It started raining about three o'clock.
Just like Papa Ron said it would.
I was neck deep in relating to Northern California churches. We believe that this uniquely holy place should be found by word of mouth rather than social media craze. We have a page. We are not anti social media. We are anti phony. We are anti hype. We are anti unnecessary flashing lights and pseudo glory. We are pro movement of holiness. We believe God changes hearts in the wind. He touches in the quiet peace. He comforts in the rain. He encourages in the beauty. He lifts with the wings of eagles and hawks. He warms through the firepits and the hearth. He fills in the meals with others.
And He loves through Papa Ron.
I set my computer and phone to the side to watch the drops prick the pond. It was soothing for a moment, but a sudden lightening bolt reminder shot through my mind. Papa Ron had instructed me to protect some of the discarded wood from the rain. I hunted up my rubber boots. Left outside, they still had sawdust in the toe. I shook them out and pulled on a warm jacket over a sweatshirt with a protect-the-greying-red-hair hood. I pulled it up as I descended the back steps and headed for the barn.

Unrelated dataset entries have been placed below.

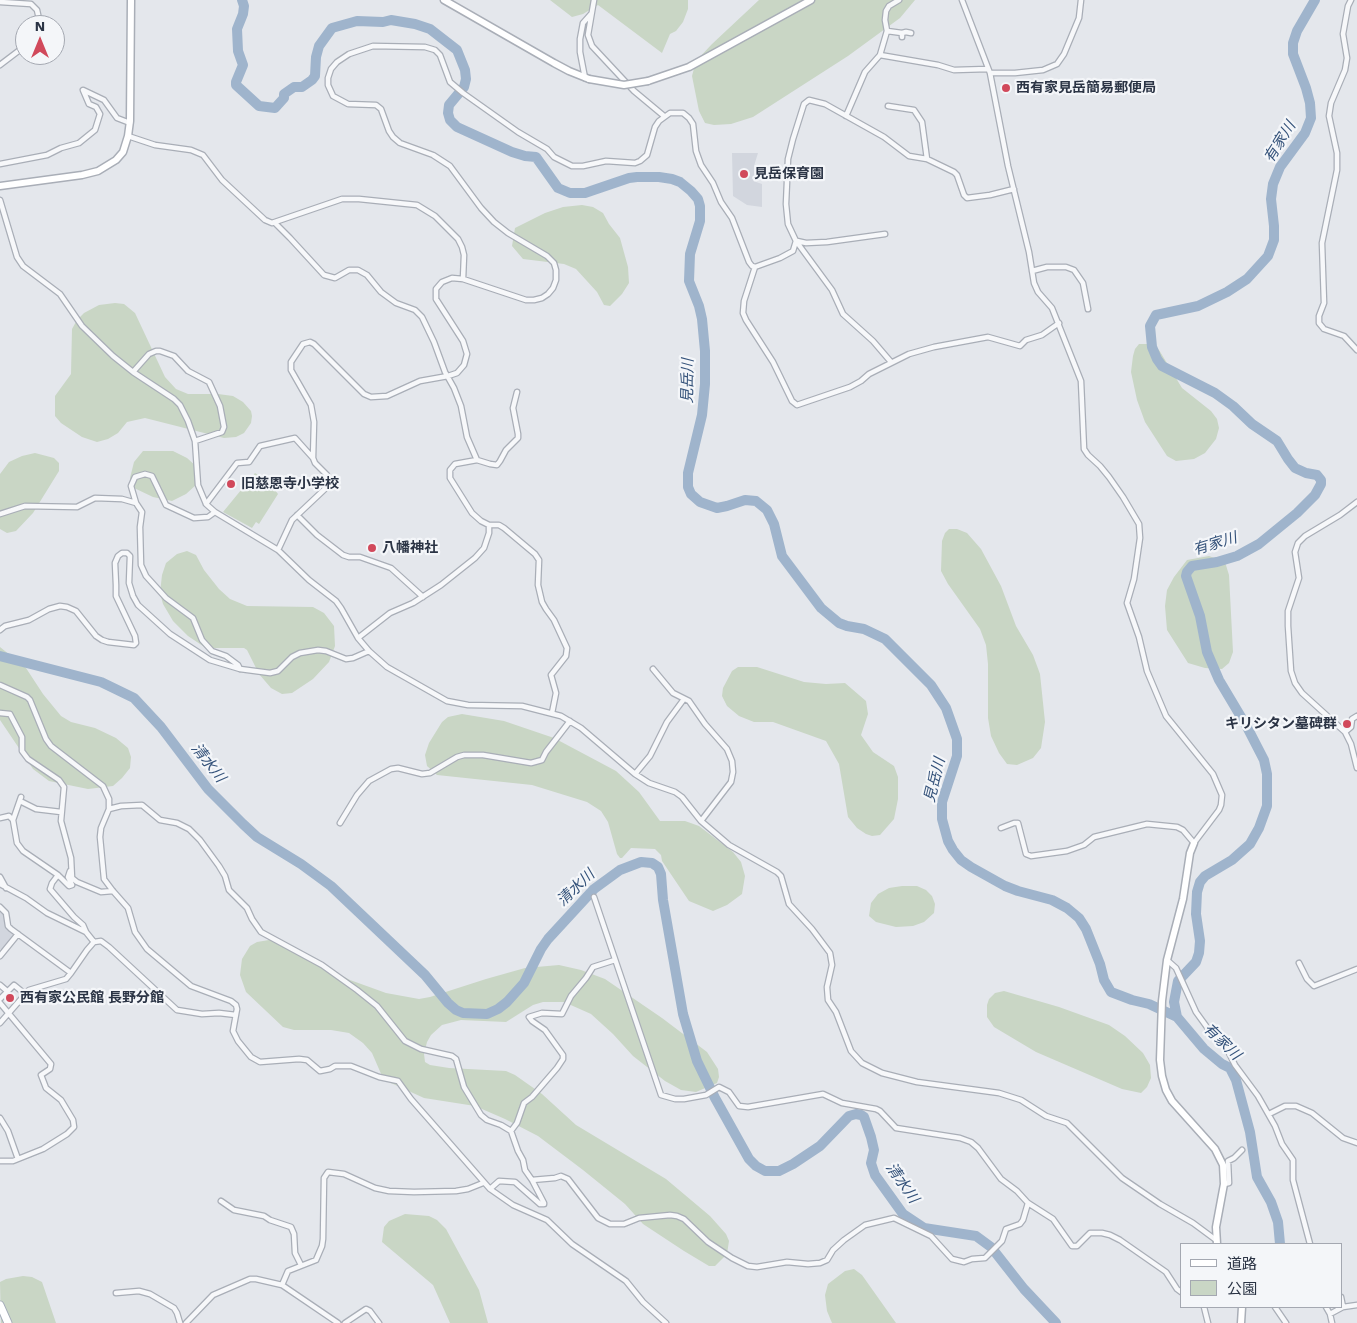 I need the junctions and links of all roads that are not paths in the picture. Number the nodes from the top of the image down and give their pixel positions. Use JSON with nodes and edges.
{"nodes":[{"id":1,"x":131,"y":0,"type":"edge"},
{"id":2,"x":444,"y":0,"type":"edge"},
{"id":3,"x":594,"y":0,"type":"edge"},
{"id":4,"x":811,"y":0,"type":"edge"},
{"id":5,"x":899,"y":0,"type":"edge"},
{"id":6,"x":962,"y":0,"type":"edge"},
{"id":7,"x":1081,"y":0,"type":"edge"},
{"id":8,"x":1351,"y":0,"type":"edge"},
{"id":9,"x":0,"y":2,"type":"edge"},
{"id":10,"x":591,"y":14,"type":"junction"},
{"id":11,"x":39,"y":15,"type":"edge"},
{"id":12,"x":887,"y":32,"type":"junction"},
{"id":13,"x":911,"y":34,"type":"dead end"},
{"id":14,"x":15,"y":54,"type":"edge"},
{"id":15,"x":880,"y":55,"type":"junction"},
{"id":16,"x":0,"y":65,"type":"edge"},
{"id":17,"x":989,"y":71,"type":"junction"},
{"id":18,"x":587,"y":79,"type":"junction"},
{"id":19,"x":888,"y":106,"type":"dead end"},
{"id":20,"x":664,"y":116,"type":"junction"},
{"id":21,"x":846,"y":116,"type":"junction"},
{"id":22,"x":130,"y":123,"type":"junction"},
{"id":23,"x":128,"y":136,"type":"junction"},
{"id":24,"x":927,"y":159,"type":"junction"},
{"id":25,"x":0,"y":164,"type":"edge"},
{"id":26,"x":0,"y":186,"type":"edge"},
{"id":27,"x":1014,"y":188,"type":"junction"},
{"id":28,"x":0,"y":200,"type":"edge"},
{"id":29,"x":274,"y":223,"type":"junction"},
{"id":30,"x":885,"y":234,"type":"dead end"},
{"id":31,"x":796,"y":241,"type":"junction"},
{"id":32,"x":755,"y":267,"type":"junction"},
{"id":33,"x":1032,"y":270,"type":"junction"},
{"id":34,"x":463,"y":279,"type":"junction"},
{"id":35,"x":1088,"y":309,"type":"dead end"},
{"id":36,"x":1059,"y":323,"type":"junction"},
{"id":37,"x":1357,"y":350,"type":"edge"},
{"id":38,"x":891,"y":362,"type":"junction"},
{"id":39,"x":133,"y":372,"type":"junction"},
{"id":40,"x":448,"y":376,"type":"junction"},
{"id":41,"x":516,"y":392,"type":"dead end"},
{"id":42,"x":195,"y":441,"type":"junction"},
{"id":43,"x":313,"y":458,"type":"junction"},
{"id":44,"x":478,"y":460,"type":"junction"},
{"id":45,"x":1357,"y":502,"type":"edge"},
{"id":46,"x":136,"y":503,"type":"junction"},
{"id":47,"x":206,"y":504,"type":"junction"},
{"id":48,"x":215,"y":512,"type":"junction"},
{"id":49,"x":0,"y":514,"type":"edge"},
{"id":50,"x":297,"y":515,"type":"junction"},
{"id":51,"x":490,"y":525,"type":"junction"},
{"id":52,"x":278,"y":550,"type":"junction"},
{"id":53,"x":423,"y":597,"type":"junction"},
{"id":54,"x":0,"y":630,"type":"edge"},
{"id":55,"x":358,"y":638,"type":"junction"},
{"id":56,"x":369,"y":651,"type":"junction"},
{"id":57,"x":240,"y":669,"type":"junction"},
{"id":58,"x":654,"y":669,"type":"dead end"},
{"id":59,"x":0,"y":685,"type":"edge"},
{"id":60,"x":684,"y":699,"type":"junction"},
{"id":61,"x":0,"y":713,"type":"edge"},
{"id":62,"x":552,"y":713,"type":"junction"},
{"id":63,"x":1357,"y":716,"type":"edge"},
{"id":64,"x":570,"y":720,"type":"junction"},
{"id":65,"x":1345,"y":732,"type":"junction"},
{"id":66,"x":1357,"y":768,"type":"edge"},
{"id":67,"x":635,"y":774,"type":"junction"},
{"id":68,"x":109,"y":809,"type":"junction"},
{"id":69,"x":61,"y":812,"type":"junction"},
{"id":70,"x":0,"y":818,"type":"edge"},
{"id":71,"x":13,"y":820,"type":"junction"},
{"id":72,"x":701,"y":821,"type":"junction"},
{"id":73,"x":340,"y":823,"type":"dead end"},
{"id":74,"x":1001,"y":828,"type":"dead end"},
{"id":75,"x":1194,"y":843,"type":"junction"},
{"id":76,"x":71,"y":870,"type":"junction"},
{"id":77,"x":58,"y":875,"type":"junction"},
{"id":78,"x":0,"y":877,"type":"edge"},
{"id":79,"x":0,"y":884,"type":"edge"},
{"id":80,"x":6,"y":888,"type":"junction"},
{"id":81,"x":112,"y":891,"type":"junction"},
{"id":82,"x":594,"y":897,"type":"dead end"},
{"id":83,"x":0,"y":907,"type":"edge"},
{"id":84,"x":86,"y":932,"type":"junction"},
{"id":85,"x":18,"y":934,"type":"junction"},
{"id":86,"x":94,"y":942,"type":"junction"},
{"id":87,"x":0,"y":956,"type":"edge"},
{"id":88,"x":615,"y":960,"type":"junction"},
{"id":89,"x":1167,"y":960,"type":"junction"},
{"id":90,"x":1299,"y":963,"type":"dead end"},
{"id":91,"x":1357,"y":969,"type":"edge"},
{"id":92,"x":71,"y":973,"type":"junction"},
{"id":93,"x":0,"y":985,"type":"edge"},
{"id":94,"x":8,"y":991,"type":"junction"},
{"id":95,"x":25,"y":994,"type":"junction"},
{"id":96,"x":0,"y":1001,"type":"edge"},
{"id":97,"x":9,"y":1012,"type":"junction"},
{"id":98,"x":236,"y":1015,"type":"junction"},
{"id":99,"x":0,"y":1024,"type":"edge"},
{"id":100,"x":1269,"y":1114,"type":"junction"},
{"id":101,"x":0,"y":1118,"type":"edge"},
{"id":102,"x":511,"y":1131,"type":"junction"},
{"id":103,"x":1357,"y":1143,"type":"edge"},
{"id":104,"x":1242,"y":1150,"type":"dead end"},
{"id":105,"x":18,"y":1159,"type":"junction"},
{"id":106,"x":0,"y":1161,"type":"edge"},
{"id":107,"x":532,"y":1180,"type":"junction"},
{"id":108,"x":483,"y":1183,"type":"junction"},
{"id":109,"x":1224,"y":1184,"type":"junction"},
{"id":110,"x":490,"y":1189,"type":"junction"},
{"id":111,"x":221,"y":1201,"type":"dead end"},
{"id":112,"x":1028,"y":1203,"type":"junction"},
{"id":113,"x":1216,"y":1242,"type":"edge"},
{"id":114,"x":1310,"y":1243,"type":"edge"},
{"id":115,"x":301,"y":1265,"type":"junction"},
{"id":116,"x":282,"y":1285,"type":"junction"},
{"id":117,"x":1180,"y":1291,"type":"edge"},
{"id":118,"x":116,"y":1293,"type":"dead end"},
{"id":119,"x":1342,"y":1302,"type":"edge"},
{"id":120,"x":0,"y":1305,"type":"edge"},
{"id":121,"x":1357,"y":1305,"type":"edge"},
{"id":122,"x":1343,"y":1307,"type":"joint"},
{"id":123,"x":1204,"y":1308,"type":"edge"},
{"id":124,"x":1242,"y":1308,"type":"edge"},
{"id":125,"x":1276,"y":1308,"type":"edge"},
{"id":126,"x":1327,"y":1308,"type":"edge"},
{"id":127,"x":1341,"y":1308,"type":"edge"},
{"id":128,"x":1330,"y":1314,"type":"junction"},
{"id":129,"x":8,"y":1323,"type":"edge"},
{"id":130,"x":180,"y":1323,"type":"edge"},
{"id":131,"x":186,"y":1323,"type":"edge"},
{"id":132,"x":338,"y":1323,"type":"edge"},
{"id":133,"x":345,"y":1323,"type":"edge"},
{"id":134,"x":380,"y":1323,"type":"edge"},
{"id":135,"x":666,"y":1323,"type":"edge"},
{"id":136,"x":1208,"y":1323,"type":"edge"},
{"id":137,"x":1241,"y":1323,"type":"edge"},
{"id":138,"x":1286,"y":1323,"type":"edge"},
{"id":139,"x":1332,"y":1323,"type":"edge"}],
"edges":[{"from":1,"to":22,"type":"street"},
{"from":2,"to":18,"type":"street"},
{"from":3,"to":10,"type":"street"},
{"from":4,"to":18,"type":"street","bridge":true},
{"from":5,"to":12,"type":"street"},
{"from":6,"to":17,"type":"street"},
{"from":7,"to":17,"type":"street"},
{"from":8,"to":37,"type":"street"},
{"from":9,"to":11,"type":"street"},
{"from":10,"to":18,"type":"street"},
{"from":10,"to":20,"type":"street"},
{"from":12,"to":13,"type":"street"},
{"from":12,"to":15,"type":"street"},
{"from":14,"to":16,"type":"street"},
{"from":15,"to":17,"type":"street"},
{"from":15,"to":21,"type":"street"},
{"from":17,"to":27,"type":"street"},
{"from":19,"to":24,"type":"street"},
{"from":20,"to":32,"type":"street"},
{"from":20,"to":34,"type":"street"},
{"from":21,"to":24,"type":"street"},
{"from":21,"to":31,"type":"street"},
{"from":22,"to":23,"type":"street"},
{"from":22,"to":25,"type":"street"},
{"from":23,"to":26,"type":"street"},
{"from":23,"to":29,"type":"street"},
{"from":24,"to":27,"type":"street"},
{"from":27,"to":33,"type":"street"},
{"from":28,"to":39,"type":"street"},
{"from":29,"to":34,"type":"street"},
{"from":29,"to":40,"type":"street"},
{"from":30,"to":31,"type":"street"},
{"from":31,"to":32,"type":"street"},
{"from":31,"to":38,"type":"street"},
{"from":32,"to":38,"type":"street"},
{"from":33,"to":35,"type":"street"},
{"from":33,"to":36,"type":"street"},
{"from":34,"to":40,"type":"street"},
{"from":36,"to":38,"type":"street"},
{"from":36,"to":75,"type":"street"},
{"from":39,"to":42,"type":"street"},
{"from":39,"to":42,"type":"street"},
{"from":40,"to":43,"type":"street"},
{"from":40,"to":44,"type":"street"},
{"from":41,"to":44,"type":"street"},
{"from":42,"to":47,"type":"street"},
{"from":43,"to":47,"type":"street"},
{"from":43,"to":50,"type":"street"},
{"from":44,"to":51,"type":"street"},
{"from":45,"to":65,"type":"street"},
{"from":46,"to":48,"type":"street"},
{"from":46,"to":49,"type":"street"},
{"from":46,"to":57,"type":"street"},
{"from":47,"to":48,"type":"street"},
{"from":48,"to":52,"type":"street"},
{"from":50,"to":52,"type":"street"},
{"from":50,"to":53,"type":"street"},
{"from":51,"to":53,"type":"street"},
{"from":51,"to":62,"type":"street"},
{"from":52,"to":55,"type":"street"},
{"from":53,"to":55,"type":"street"},
{"from":54,"to":57,"type":"street"},
{"from":55,"to":56,"type":"street"},
{"from":56,"to":57,"type":"street"},
{"from":56,"to":62,"type":"street"},
{"from":58,"to":60,"type":"street"},
{"from":59,"to":68,"type":"street"},
{"from":60,"to":67,"type":"street"},
{"from":60,"to":72,"type":"street"},
{"from":61,"to":69,"type":"street"},
{"from":62,"to":64,"type":"street"},
{"from":63,"to":65,"type":"street"},
{"from":64,"to":67,"type":"street"},
{"from":64,"to":73,"type":"street"},
{"from":65,"to":66,"type":"street"},
{"from":67,"to":72,"type":"street"},
{"from":68,"to":81,"type":"street"},
{"from":68,"to":102,"type":"street"},
{"from":69,"to":71,"type":"street"},
{"from":69,"to":76,"type":"street"},
{"from":70,"to":71,"type":"street"},
{"from":71,"to":77,"type":"street"},
{"from":72,"to":113,"type":"street"},
{"from":74,"to":75,"type":"street"},
{"from":75,"to":89,"type":"street"},
{"from":76,"to":77,"type":"street"},
{"from":76,"to":81,"type":"street"},
{"from":77,"to":84,"type":"street"},
{"from":78,"to":80,"type":"street"},
{"from":79,"to":80,"type":"street"},
{"from":80,"to":84,"type":"street"},
{"from":81,"to":98,"type":"street"},
{"from":82,"to":88,"type":"street"},
{"from":83,"to":85,"type":"street"},
{"from":84,"to":86,"type":"street"},
{"from":85,"to":87,"type":"street"},
{"from":85,"to":92,"type":"street"},
{"from":86,"to":92,"type":"street"},
{"from":86,"to":98,"type":"street"},
{"from":88,"to":102,"type":"street"},
{"from":88,"to":112,"type":"street"},
{"from":89,"to":100,"type":"street"},
{"from":89,"to":109,"type":"street"},
{"from":90,"to":91,"type":"street"},
{"from":92,"to":95,"type":"street"},
{"from":93,"to":94,"type":"street"},
{"from":94,"to":95,"type":"street"},
{"from":94,"to":96,"type":"street"},
{"from":95,"to":97,"type":"street"},
{"from":96,"to":97,"type":"street"},
{"from":97,"to":99,"type":"street"},
{"from":97,"to":105,"type":"street"},
{"from":98,"to":108,"type":"street"},
{"from":100,"to":103,"type":"street"},
{"from":100,"to":114,"type":"street"},
{"from":101,"to":105,"type":"street"},
{"from":102,"to":107,"type":"street"},
{"from":104,"to":109,"type":"street"},
{"from":105,"to":106,"type":"street"},
{"from":107,"to":110,"type":"street"},
{"from":107,"to":112,"type":"street"},
{"from":108,"to":110,"type":"street"},
{"from":108,"to":115,"type":"street"},
{"from":109,"to":113,"type":"street"},
{"from":110,"to":135,"type":"street"},
{"from":111,"to":115,"type":"street"},
{"from":112,"to":117,"type":"street"},
{"from":115,"to":116,"type":"street"},
{"from":116,"to":131,"type":"street"},
{"from":116,"to":132,"type":"street"},
{"from":118,"to":130,"type":"street"},
{"from":119,"to":122,"type":"street"},
{"from":120,"to":129,"type":"main road"},
{"from":121,"to":122,"type":"street"},
{"from":123,"to":136,"type":"street"},
{"from":124,"to":137,"type":"street"},
{"from":125,"to":138,"type":"street"},
{"from":126,"to":128,"type":"street"},
{"from":127,"to":128,"type":"street"},
{"from":128,"to":139,"type":"street"},
{"from":133,"to":134,"type":"street"}]}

The ATV and small trailer backed out without turning, which Papa Ron's lovely wife Deborah would heartily proclaim a miracle. I would be offended at that assertion if it were not absolutely true. It seems to me, over the last days of hauling wood, that dyslexia extends into arms that are trying to turn a trailer. I invariably turn the thing the wrong way, though I know exactly how to do it.
But again, I digress.
I loaded up the wood as instructed and pulled the little trailer back in the garage. I will move it to the area with the rest of the wood when the rain stops. Papa Ron would agree, and give me that fabulous, grey bearded nod that says I am doing the wise thing.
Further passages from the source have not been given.